A sua experiência e a sua arte estão tão interligadas que a frontalidade e a emoção que emanam das suas representações artísticas, sobretudo os autorretratos, nos transportam diretamente para a sua realidade interior. Ao pintar de forma franca, honesta e crua vivências tabu compartilhadas por tantas mulheres, Frida rompeu com a tradicional representação feminina vigente na época.
Apaixonada pelo México e autoproclamada "filha da revolução", filiou-se ao Partido Comunista Mexicano em 1927. Enquanto artista, embora muitas vezes ensombrada pela figura do marido, viu-se reconhecida como a primeira mulher mexicana a expor no Museu do Louvre, tendo também lecionado na Escuela Nacional de Pintura, Escultura y Grabado, na Cidade do México, e sido membro fundador do Seminário de Cultura Mexicana. Pouco antes da sua morte, em 1954, teve a sua primeira exposição individual no México.
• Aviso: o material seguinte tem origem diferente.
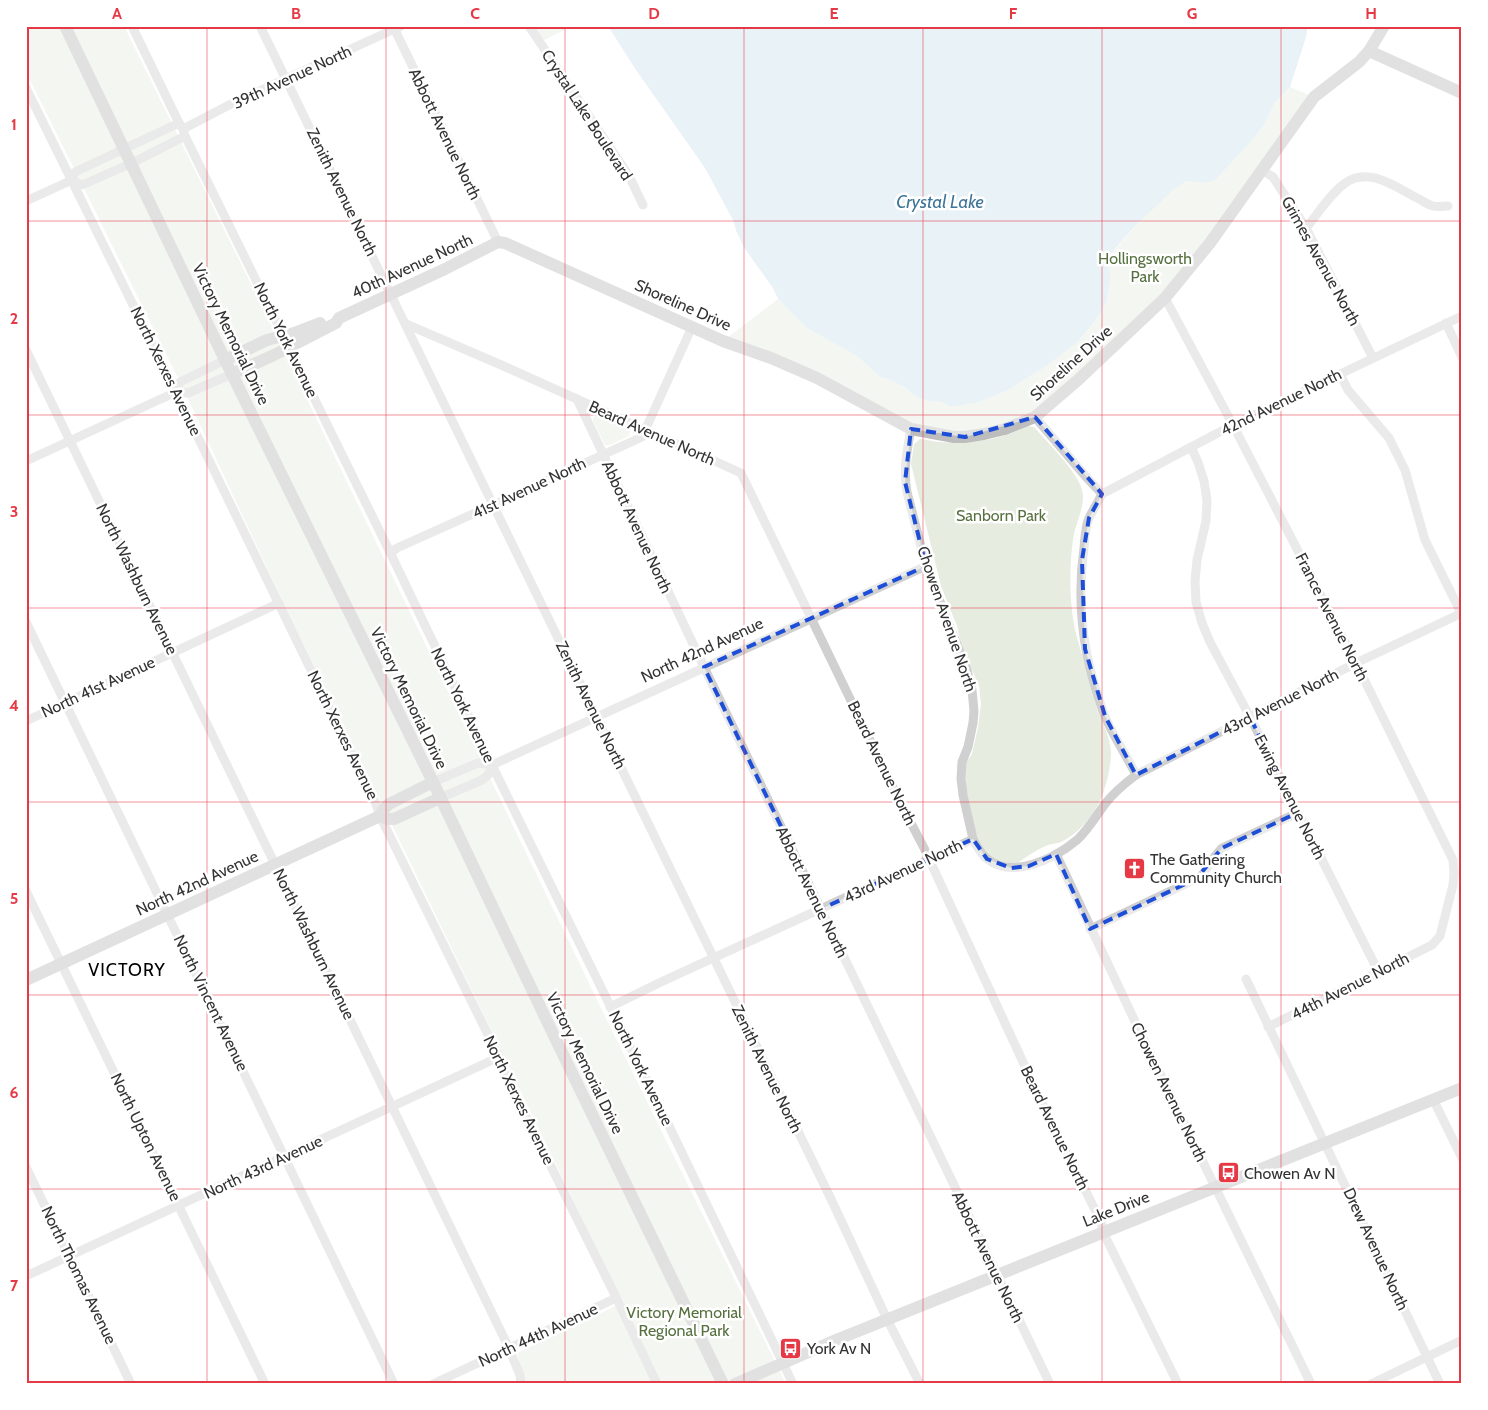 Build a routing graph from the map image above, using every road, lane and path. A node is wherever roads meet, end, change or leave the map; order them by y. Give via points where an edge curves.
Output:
1 (65, 26) edge
2 (132, 26) edge
3 (260, 26) edge
4 (529, 26) edge
5 (1384, 26) edge
6 (396, 27) edge
7 (1369, 52) junction
8 (286, 79) junction
9 (26, 88) edge
10 (1462, 93) edge
11 (183, 129) junction
12 (124, 148) junction
13 (132, 163) junction
14 (1262, 170) junction
15 (72, 180) junction
16 (26, 201) edge
17 (643, 205) dead end
18 (1448, 206) dead end
19 (1306, 228) junction
20 (498, 242) junction
21 (391, 293) junction
22 (1165, 298) junction
23 (1462, 316) edge
24 (1446, 323) junction
25 (406, 324) junction
26 (692, 327) junction
27 (286, 341) junction
28 (26, 350) edge
29 (1462, 356) edge
30 (1373, 358) junction
31 (225, 360) junction
32 (232, 374) junction
33 (1340, 374) junction
34 (176, 392) junction
35 (577, 399) junction
36 (1035, 417) junction
37 (1233, 425) junction
38 (911, 429) junction
39 (645, 430) junction
40 (70, 441) junction
41 (1190, 447) junction
42 (603, 454) junction
43 (26, 461) edge
44 (1102, 494) junction
45 (493, 505) junction
46 (390, 552) junction
47 (926, 566) junction
48 (279, 603) junction
49 (1461, 614) edge
50 (811, 618) junction
51 (26, 622) edge
52 (173, 653) junction
53 (1356, 663) junction
54 (704, 667) junction
55 (65, 703) junction
56 (596, 717) junction
57 (1250, 717) junction
58 (26, 721) edge
59 (492, 765) junction
60 (1136, 775) junction
61 (433, 782) junction
62 (440, 798) junction
63 (1297, 813) junction
64 (380, 816) junction
65 (974, 839) junction
66 (1056, 854) junction
67 (929, 859) junction
68 (276, 865) junction
69 (26, 892) edge
70 (821, 909) junction
71 (168, 914) junction
72 (1090, 929) junction
73 (1432, 945) joint
74 (713, 958) junction
75 (62, 964) junction
76 (1378, 971) junction
77 (1246, 979) dead end
78 (26, 980) edge
79 (610, 1007) junction
80 (1268, 1027) junction
81 (499, 1058) junction
82 (1462, 1088) edge
83 (1433, 1099) junction
84 (393, 1106) junction
85 (1325, 1143) junction
86 (285, 1156) junction
87 (1462, 1158) edge
88 (26, 1166) edge
89 (1215, 1187) junction
90 (179, 1205) junction
91 (1103, 1232) junction
92 (69, 1256) junction
93 (996, 1275) junction
94 (26, 1276) edge
95 (616, 1298) junction
96 (887, 1319) junction
97 (1462, 1340) edge
98 (509, 1348) junction
99 (1427, 1357) junction
100 (783, 1362) junction
101 (131, 1384) edge
102 (265, 1384) edge
103 (394, 1384) edge
104 (433, 1384) edge
105 (521, 1384) edge
106 (657, 1384) edge
107 (723, 1384) edge
108 (735, 1384) edge
109 (793, 1384) edge
110 (920, 1384) edge
111 (1050, 1384) edge
112 (1178, 1384) edge
113 (1311, 1384) edge
114 (1371, 1384) edge
115 (1440, 1384) edge

1 - 12 street, Victory Memorial Drive
2 - 11 street, North York Avenue
3 - 8 street, Zenith Avenue North
4 - 17 street, Crystal Lake Boulevard via 628,176
5 - 7 street
6 - 8 street, 39th Avenue North
6 - 20 street, Abbott Avenue North
7 - 10 street
7 - 14 street, Shoreline Drive via 1314,96
8 - 11 street, 39th Avenue North
8 - 21 street, Zenith Avenue North
9 - 15 street, North Xerxes Avenue
11 - 12 street
11 - 13 street
11 - 27 street, North York Avenue
12 - 13 street, Victory Memorial Drive
12 - 15 street via 75,172
13 - 15 street via 82,185
13 - 31 street, Victory Memorial Drive
14 - 19 street, Grimes Avenue North via 1273,177
14 - 22 street, Shoreline Drive via 1210,243
15 - 16 street
15 - 34 street, North Xerxes Avenue
18 - 19 street via 1432,206 1374,177 1364,176 1338,188
19 - 30 street, Grimes Avenue North
20 - 21 street, 40th Avenue North
20 - 26 street, Shoreline Drive
21 - 25 street, Zenith Avenue North
21 - 27 street, 40th Avenue North via 339,318 336,323
22 - 36 street, Shoreline Drive
22 - 37 street, France Avenue North
23 - 24 street, 42nd Avenue North
24 - 29 street
24 - 30 street, 42nd Avenue North
25 - 35 street, Beard Avenue North
25 - 45 street, Zenith Avenue North
26 - 38 street, Shoreline Drive via 817,378
26 - 39 street
27 - 31 street via 268,340
27 - 32 street
27 - 46 street, North York Avenue
28 - 40 street, North Washburn Avenue
30 - 33 street, 42nd Avenue North
31 - 32 street, Victory Memorial Drive
31 - 34 street via 180,382
32 - 34 street via 188,394
32 - 61 street, Victory Memorial Drive
33 - 37 street, 42nd Avenue North
33 - 49 street via 1348,390 1389,438 1405,470 1425,540
34 - 40 street
34 - 48 street, North Xerxes Avenue
35 - 39 street, Beard Avenue North
35 - 42 street, Abbott Avenue North
36 - 38 street, Shoreline Drive via 1005,429 965,437
36 - 44 street
37 - 41 street, 42nd Avenue North
37 - 53 street, France Avenue North
38 - 47 street, Chowen Avenue North via 905,482
39 - 42 street, 41st Avenue North via 642,436
39 - 50 street, Beard Avenue North via 741,473
40 - 43 street
40 - 52 street, North Washburn Avenue
41 - 44 street, 42nd Avenue North
41 - 57 street, Ewing Avenue North via 1198,462 1207,500 1197,560 1196,602 1210,642
42 - 45 street, 41st Avenue North
42 - 54 street, Abbott Avenue North
44 - 60 street via 1089,518 1082,560 1085,649 1105,716
45 - 46 street, 41st Avenue North
45 - 56 street, Zenith Avenue North
46 - 59 street, North York Avenue
47 - 50 street, North 42nd Avenue
47 - 65 street, Chowen Avenue North via 972,690 974,723 962,762 961,778
48 - 52 street, North 41st Avenue
48 - 64 street, North Xerxes Avenue
49 - 53 street, 43rd Avenue North
50 - 54 street, North 42nd Avenue
50 - 67 street, Beard Avenue North
51 - 55 street, North Vincent Avenue
52 - 55 street, North 41st Avenue
52 - 68 street, North Washburn Avenue
53 - 57 street, 43rd Avenue North
53 - 73 street, France Avenue North via 1453,860 1453,886 1440,936
54 - 56 street, North 42nd Avenue
54 - 70 street, Abbott Avenue North
55 - 58 street, North 41st Avenue
55 - 71 street, North Vincent Avenue
56 - 59 street, North 42nd Avenue
56 - 74 street, Zenith Avenue North
57 - 60 street, 43rd Avenue North
57 - 63 street, Ewing Avenue North
59 - 61 street, North 42nd Avenue via 478,763
59 - 62 street, North 42nd Avenue via 482,780
59 - 79 street, North York Avenue
60 - 66 street, 43rd Avenue North via 1121,786 1077,839
61 - 62 street, Victory Memorial Drive
61 - 64 street, North 42nd Avenue via 389,804
62 - 64 street, North 42nd Avenue via 394,819
62 - 107 street, Victory Memorial Drive
63 - 72 street via 1222,848 1196,879
63 - 76 street, Ewing Avenue North
64 - 68 street, North 42nd Avenue
64 - 81 street, North Xerxes Avenue
65 - 66 street, 43rd Avenue North via 988,859 1011,868 1029,866
65 - 67 street, 43rd Avenue North
66 - 72 street, Chowen Avenue North
67 - 70 street, 43rd Avenue North
67 - 91 street, Beard Avenue North
68 - 71 street, North 42nd Avenue
68 - 84 street, North Washburn Avenue
69 - 75 street, North Upton Avenue
70 - 74 street, 43rd Avenue North
70 - 93 street, Abbott Avenue North
71 - 75 street, North 42nd Avenue
71 - 86 street, North Vincent Avenue
72 - 89 street, Chowen Avenue North
73 - 76 street, 44th Avenue North
74 - 79 street, 43rd Avenue North
74 - 96 street, Zenith Avenue North
75 - 78 street, North 42nd Avenue
75 - 90 street, North Upton Avenue
76 - 80 street, 44th Avenue North
77 - 80 street, Drew Avenue North
79 - 100 street, North York Avenue
80 - 85 street, Drew Avenue North
81 - 84 street, North 43rd Avenue
81 - 95 street, North Xerxes Avenue
82 - 83 street, Lake Drive
83 - 85 street, Lake Drive
83 - 87 street
84 - 86 street, North 43rd Avenue
84 - 98 street, North Washburn Avenue
85 - 89 street, Lake Drive
85 - 99 street, Drew Avenue North
86 - 90 street, North 43rd Avenue
86 - 103 street, North Vincent Avenue
88 - 92 street, North Thomas Avenue
89 - 91 street, Lake Drive
89 - 113 street, Chowen Avenue North
90 - 92 street, North 43rd Avenue
90 - 102 street, North Upton Avenue
91 - 93 street, Lake Drive
91 - 112 street, Beard Avenue North
92 - 94 street, North 43rd Avenue
92 - 101 street, North Thomas Avenue
93 - 96 street, Lake Drive
93 - 111 street, Abbott Avenue North
95 - 98 street, North 44th Avenue
95 - 106 street, North Xerxes Avenue
96 - 100 street, Lake Drive
96 - 110 street, Zenith Avenue North
97 - 99 street
98 - 104 street, North 44th Avenue
98 - 105 street, North Washburn Avenue
99 - 114 street
99 - 115 street, Drew Avenue North
100 - 108 street, Lake Drive
100 - 109 street, North York Avenue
À cor e vida da sua imagem e da iconografia que a rodeia, justapõe-se o constante sofrimento, criando uma dualidade de luz e sombra, exuberância e vulnerabilidade, que fascina multidões até aos dias de hoje, aludindo à realidade quase mitológica de uma mulher que rompeu padrões para se afirmar plena na sua emoção e na expressão de quem é, e das suas convicções, e que na Arte transformou a sua dor em paixão.
Todos os acontecimentos que viveu, somados à sua autenticidade e irreverência, fazem de Frida um símbolo feminino com o qual muitas mulheres se podem, de diversas formas, identificar. E embora Frida não se possa conter, em toda a sua complexidade, num estereótipo, a verdade é que até hoje inspira pessoas por todo o mundo a aceitarem-se e a expressarem-se tal como são, e muitas mulheres a continuarem a lutar pelos seus direitos, numa altura em que ainda assistimos a acontecimentos como a repressão feminina no Irão, exemplificada pela morte Masha Amini.
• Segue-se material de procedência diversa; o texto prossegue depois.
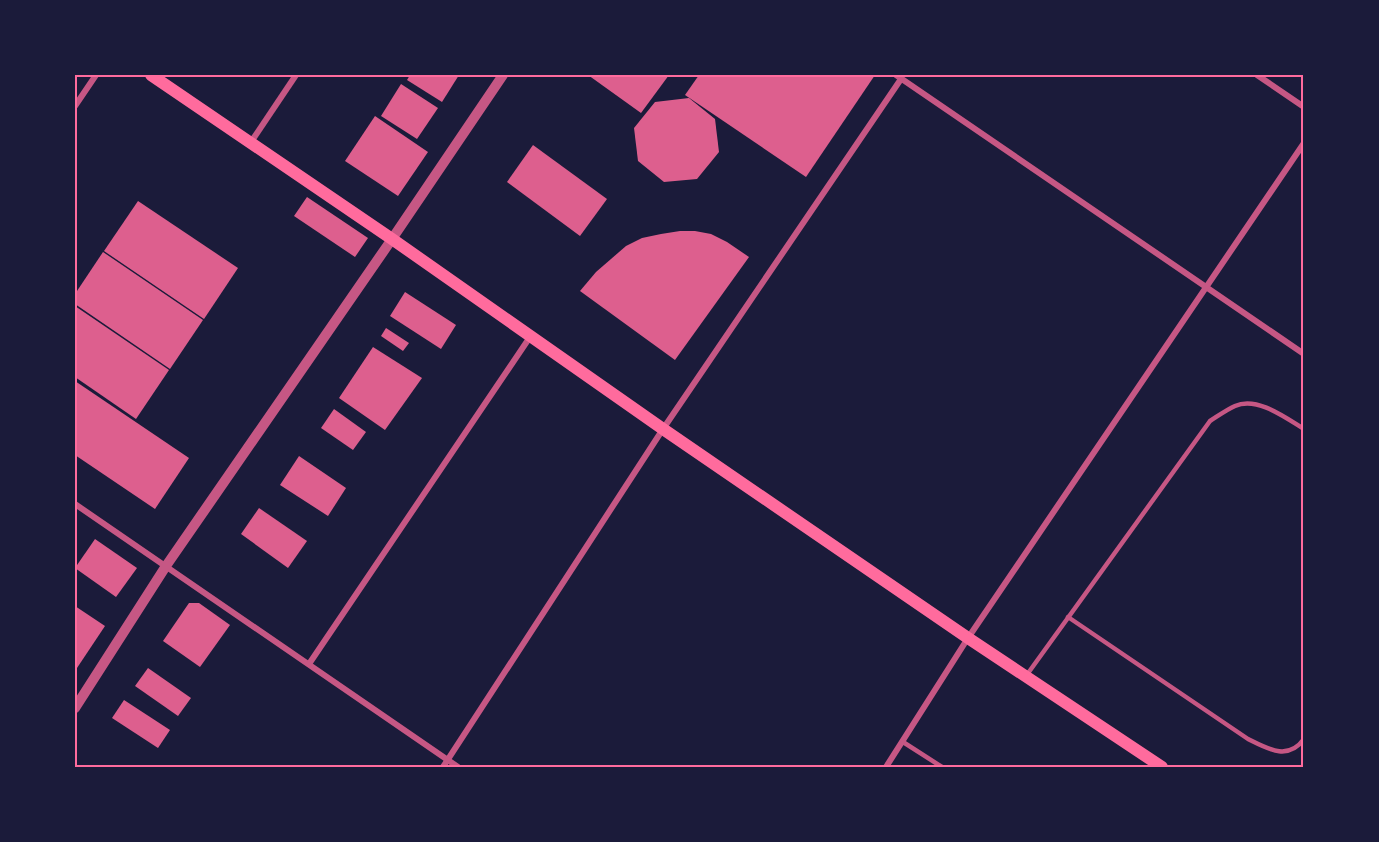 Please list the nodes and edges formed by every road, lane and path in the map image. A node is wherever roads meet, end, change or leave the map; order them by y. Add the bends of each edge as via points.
1 (96, 75) edge
2 (151, 75) edge
3 (296, 75) edge
4 (503, 75) edge
5 (1257, 75) edge
6 (898, 77) edge
7 (75, 106) edge
8 (1304, 107) edge
9 (250, 143) junction
10 (1304, 143) edge
11 (392, 239) junction
12 (1206, 287) junction
13 (530, 336) junction
14 (1304, 354) edge
15 (663, 429) junction
16 (1304, 429) edge
17 (75, 504) edge
18 (166, 566) junction
19 (1068, 617) junction
20 (968, 638) junction
21 (309, 664) junction
22 (1026, 676) junction
23 (75, 708) edge
24 (1304, 739) edge
25 (903, 742) junction
26 (448, 760) junction
27 (443, 767) edge
28 (458, 767) edge
29 (886, 767) edge
30 (942, 767) edge
31 (1162, 767) edge

1 - 7 street
2 - 9 main road
3 - 9 street
4 - 11 street
5 - 8 street
6 - 12 street
6 - 15 street
9 - 11 main road
10 - 12 street
11 - 13 main road
11 - 18 street
12 - 14 street
12 - 20 street
13 - 15 main road
13 - 21 street
15 - 20 main road
15 - 26 street
16 - 19 lane via 1258,404 1237,405 1210,421
17 - 18 street
18 - 21 street
18 - 23 street
19 - 22 lane
19 - 24 lane via 1269,750 1289,751
20 - 22 main road
20 - 25 street
21 - 26 street
22 - 31 main road
25 - 29 street
25 - 30 lane
26 - 27 street
26 - 28 street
Conhecer a vida de Frida Kahlo é descobrir uma mulher única e incomparável, à semelhança da sua obra. É desvendar o ser humano por detrás da artista em toda a sua complexidade e ambiguidade, e compreender as narrativas, o contexto e a emoção que se escondem nas suas obras mais marcantes. É abrir caminho à verdadeira descoberta e à merecida valorização da sua arte.
A continuidade do mito de Frida Kahlo vai muito além da Fridamania e da sua imagem (ousada e feminina, criada num contexto patriarcal), incidindo, na realidade, e à semelhança de qualquer símbolo, no que a sua imagem representa. Foram a sua liberdade, rebeldia e autenticidade, aliadas à genialidade da sua obra, que transformaram Frida num símbolo para tantos, e que continuará a perdurar, enquanto a luta de cada ser humano para ser, e se expressar por aquilo que é, tiver de permanecer.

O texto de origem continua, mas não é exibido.